(Saved entries)
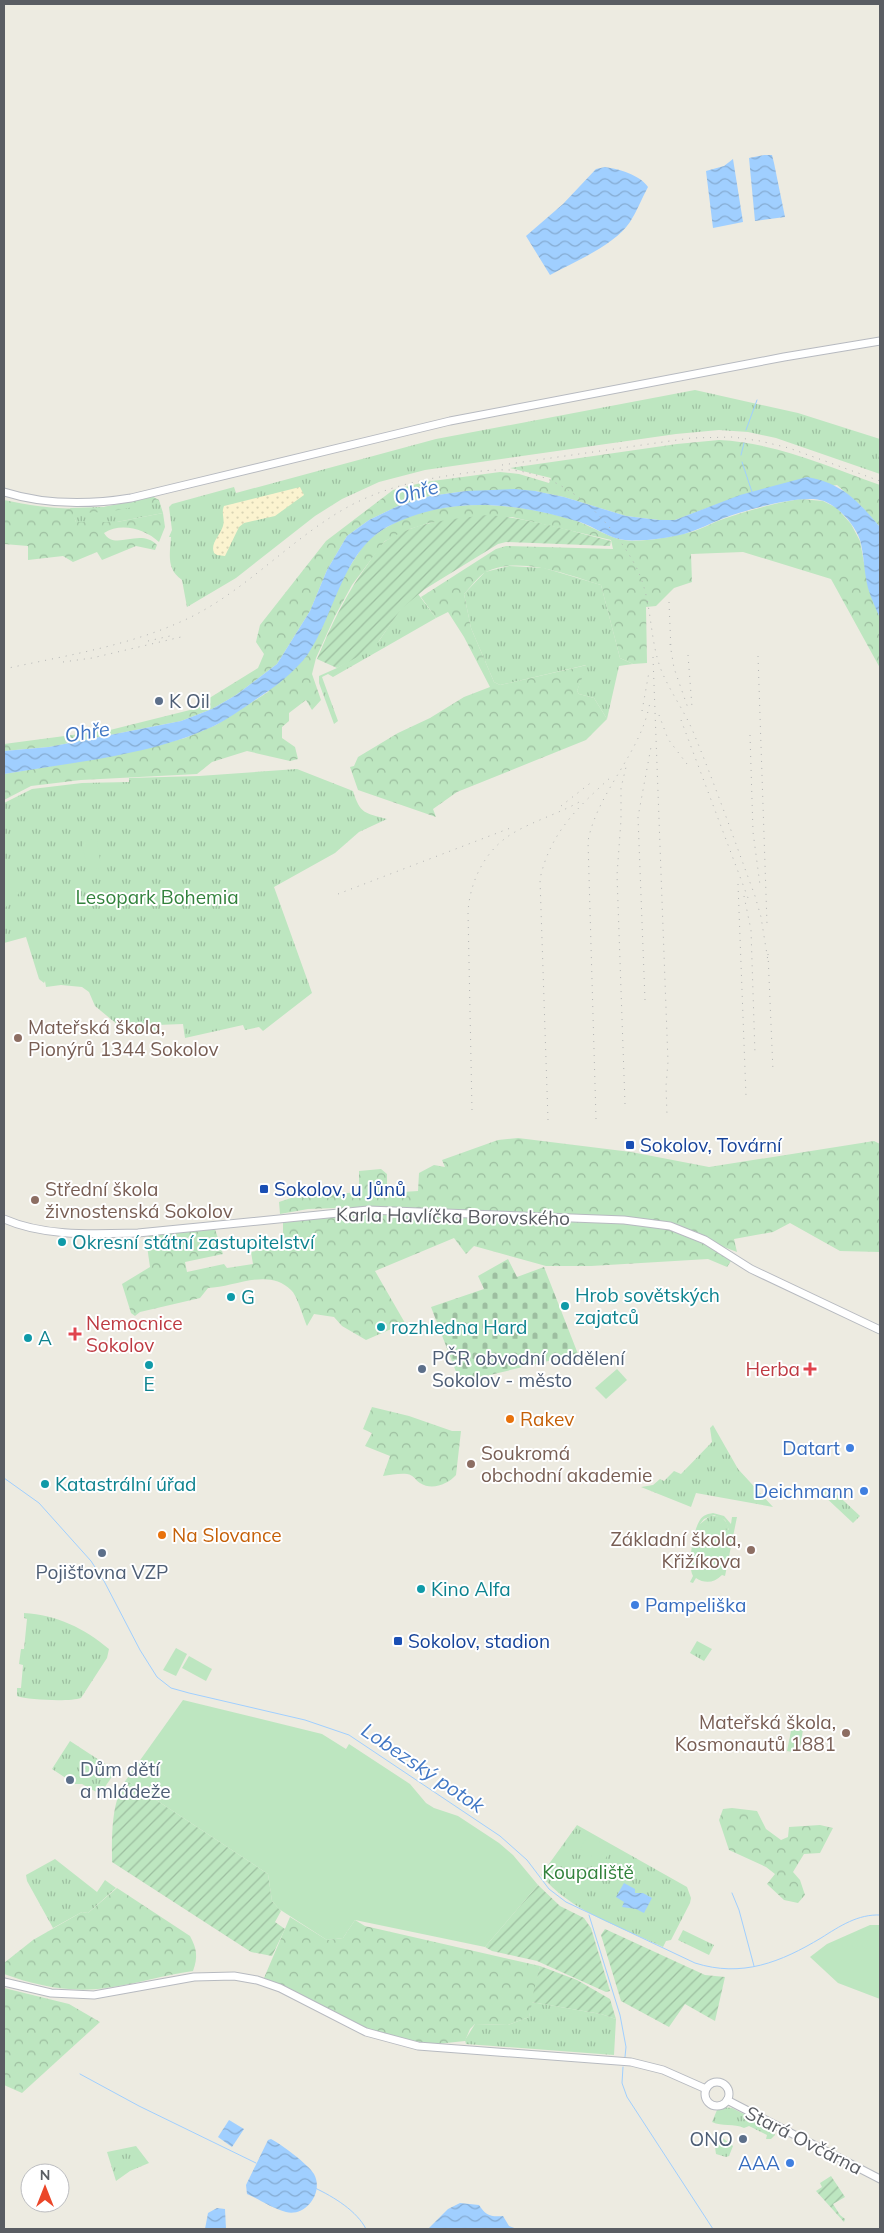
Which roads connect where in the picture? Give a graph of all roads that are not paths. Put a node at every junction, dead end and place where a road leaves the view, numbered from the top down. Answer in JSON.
{"nodes":[{"id":1,"x":880,"y":341,"type":"edge"},
{"id":2,"x":4,"y":492,"type":"edge"},
{"id":3,"x":4,"y":1219,"type":"edge"},
{"id":4,"x":880,"y":1330,"type":"edge"},
{"id":5,"x":4,"y":1982,"type":"edge"},
{"id":6,"x":706,"y":2089,"type":"junction"},
{"id":7,"x":727,"y":2100,"type":"junction"},
{"id":8,"x":880,"y":2179,"type":"edge"}],
"edges":[{"from":1,"to":2,"type":"main road"},
{"from":3,"to":4,"type":"main road","name":"Karla Havlíčka Borovského"},
{"from":5,"to":6,"type":"main road"},
{"from":6,"to":7,"type":"main road"},
{"from":6,"to":7,"type":"main road"},
{"from":7,"to":8,"type":"main road","name":"Stará Ovčárna"}]}
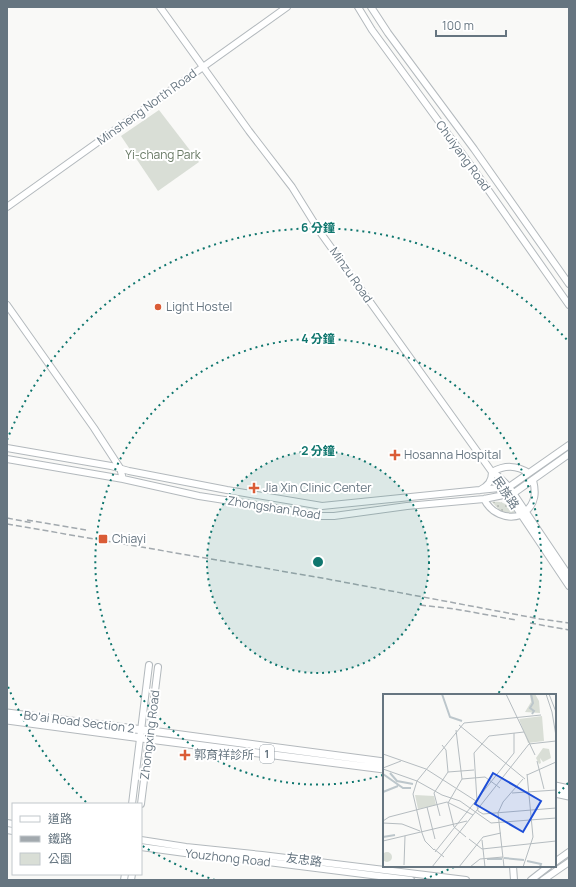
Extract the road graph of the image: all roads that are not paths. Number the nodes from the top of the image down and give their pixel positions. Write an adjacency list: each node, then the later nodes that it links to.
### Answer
1 (160, 7): 5 (main road, Minzu Road)
2 (287, 7): 5 (main road, Minsheng North Road)
3 (358, 7): 9 (main road, Chuiyang Road)
4 (371, 7): 7 (main road, Chuiyang Road)
5 (203, 66): 6 (main road, Minsheng North Road); 15 (main road, Minzu Road)
6 (7, 207)
7 (569, 284)
8 (7, 305): 14 (main road)
9 (569, 305)
10 (569, 445): 16 (main road)
11 (7, 448): 14 (main road, Zhongshan Road)
12 (569, 454): 18 (main road)
13 (7, 459): 17 (main road, Zhongshan Road)
14 (120, 468): 17 (main road); 22 (main road, Zhongshan Road)
15 (492, 472): 16 (main road); 19 (main road, Minzu Road); 20 (main road, 民族路)
16 (529, 473): 19 (main road)
17 (123, 479): 24 (main road, Zhongshan Road)
18 (533, 480): 21 (main road); 25 (main road)
19 (506, 488): 20 (main road, Zhongshan Road); 21 (main road, Minzu Road)
20 (480, 491): 22 (main road, Zhongshan Road)
21 (511, 494): 23 (main road, Zhongshan Road); 25 (main road, Minzu Road)
22 (405, 497): 24 (main road)
23 (484, 499): 24 (main road, Zhongshan Road); 25 (main road)
24 (404, 506)
25 (523, 513): 26 (main road, Minzu Road)
26 (529, 522): 27 (main road); 28 (main road)
27 (569, 576)
28 (569, 586)
29 (149, 666): 33 (main road, Zhongxing Road)
30 (158, 667): 34 (main road, Zhongxing Road)
31 (7, 713): 33 (main road, Bo’ai Road Section 2 / 1)
32 (7, 720): 35 (main road, Bo’ai Road Section 2 / 1)
33 (142, 730): 34 (main road, Bo’ai Road Section 2 / 1); 35 (main road, Zhongxing Road)
34 (151, 731): 36 (main road, Zhongxing Road); 37 (main road, 1)
35 (140, 738): 36 (main road, Bo’ai Road Section 2 / 1); 43 (main road, Zhongxing Road)
36 (149, 739): 38 (main road, 1); 44 (main road, Zhongxing Road)
37 (383, 762)
38 (383, 769)
39 (556, 786): 40 (main road)
40 (569, 789)
41 (556, 793): 42 (main road)
42 (569, 796)
43 (132, 803)
44 (141, 803)
45 (142, 840): 53 (main road, 友忠路)
46 (142, 847): 52 (main road, Youzhong Road)
47 (569, 852): 48 (main road)
48 (556, 861)
49 (569, 862): 56 (main road)
50 (513, 867): 54 (main road)
51 (548, 867): 55 (main road)
52 (411, 880)
53 (466, 880)
54 (514, 880)
55 (531, 880)
56 (544, 880)

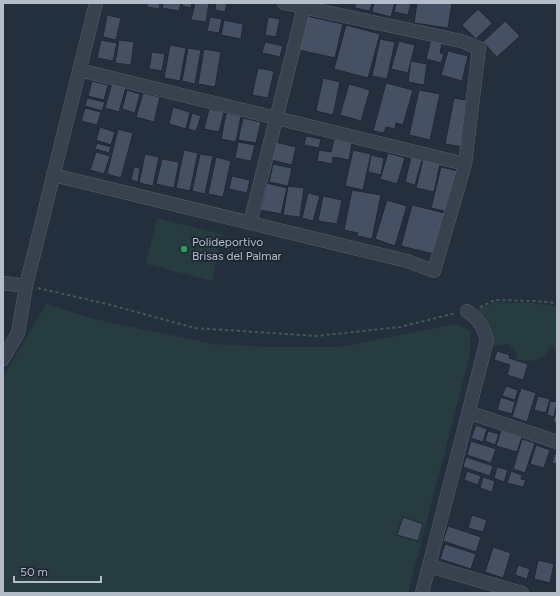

- WHAT TO WORK ON -
Would you give the entries above again verbatim, omitting the images they contain?

- WORKED SOLUTION -
Which roads connect where in the picture? Give a graph of all roads that are not paths. Put a node at every junction, dead end and place where a road leaves the view, numbered from the top down. Answer in JSON.
{"nodes":[{"id":1,"x":880,"y":341,"type":"edge"},
{"id":2,"x":4,"y":492,"type":"edge"},
{"id":3,"x":4,"y":1219,"type":"edge"},
{"id":4,"x":880,"y":1330,"type":"edge"},
{"id":5,"x":4,"y":1982,"type":"edge"},
{"id":6,"x":706,"y":2089,"type":"junction"},
{"id":7,"x":727,"y":2100,"type":"junction"},
{"id":8,"x":880,"y":2179,"type":"edge"}],
"edges":[{"from":1,"to":2,"type":"main road"},
{"from":3,"to":4,"type":"main road","name":"Karla Havlíčka Borovského"},
{"from":5,"to":6,"type":"main road"},
{"from":6,"to":7,"type":"main road"},
{"from":6,"to":7,"type":"main road"},
{"from":7,"to":8,"type":"main road","name":"Stará Ovčárna"}]}
Extract the road graph of the image: all roads that are not paths. Number the nodes from the top of the image down and give their pixel positions. Write an adjacency list: each node, then the later nodes that it links to.
### Answer
1 (160, 7): 5 (main road, Minzu Road)
2 (287, 7): 5 (main road, Minsheng North Road)
3 (358, 7): 9 (main road, Chuiyang Road)
4 (371, 7): 7 (main road, Chuiyang Road)
5 (203, 66): 6 (main road, Minsheng North Road); 15 (main road, Minzu Road)
6 (7, 207)
7 (569, 284)
8 (7, 305): 14 (main road)
9 (569, 305)
10 (569, 445): 16 (main road)
11 (7, 448): 14 (main road, Zhongshan Road)
12 (569, 454): 18 (main road)
13 (7, 459): 17 (main road, Zhongshan Road)
14 (120, 468): 17 (main road); 22 (main road, Zhongshan Road)
15 (492, 472): 16 (main road); 19 (main road, Minzu Road); 20 (main road, 民族路)
16 (529, 473): 19 (main road)
17 (123, 479): 24 (main road, Zhongshan Road)
18 (533, 480): 21 (main road); 25 (main road)
19 (506, 488): 20 (main road, Zhongshan Road); 21 (main road, Minzu Road)
20 (480, 491): 22 (main road, Zhongshan Road)
21 (511, 494): 23 (main road, Zhongshan Road); 25 (main road, Minzu Road)
22 (405, 497): 24 (main road)
23 (484, 499): 24 (main road, Zhongshan Road); 25 (main road)
24 (404, 506)
25 (523, 513): 26 (main road, Minzu Road)
26 (529, 522): 27 (main road); 28 (main road)
27 (569, 576)
28 (569, 586)
29 (149, 666): 33 (main road, Zhongxing Road)
30 (158, 667): 34 (main road, Zhongxing Road)
31 (7, 713): 33 (main road, Bo’ai Road Section 2 / 1)
32 (7, 720): 35 (main road, Bo’ai Road Section 2 / 1)
33 (142, 730): 34 (main road, Bo’ai Road Section 2 / 1); 35 (main road, Zhongxing Road)
34 (151, 731): 36 (main road, Zhongxing Road); 37 (main road, 1)
35 (140, 738): 36 (main road, Bo’ai Road Section 2 / 1); 43 (main road, Zhongxing Road)
36 (149, 739): 38 (main road, 1); 44 (main road, Zhongxing Road)
37 (383, 762)
38 (383, 769)
39 (556, 786): 40 (main road)
40 (569, 789)
41 (556, 793): 42 (main road)
42 (569, 796)
43 (132, 803)
44 (141, 803)
45 (142, 840): 53 (main road, 友忠路)
46 (142, 847): 52 (main road, Youzhong Road)
47 (569, 852): 48 (main road)
48 (556, 861)
49 (569, 862): 56 (main road)
50 (513, 867): 54 (main road)
51 (548, 867): 55 (main road)
52 (411, 880)
53 (466, 880)
54 (514, 880)
55 (531, 880)
56 (544, 880)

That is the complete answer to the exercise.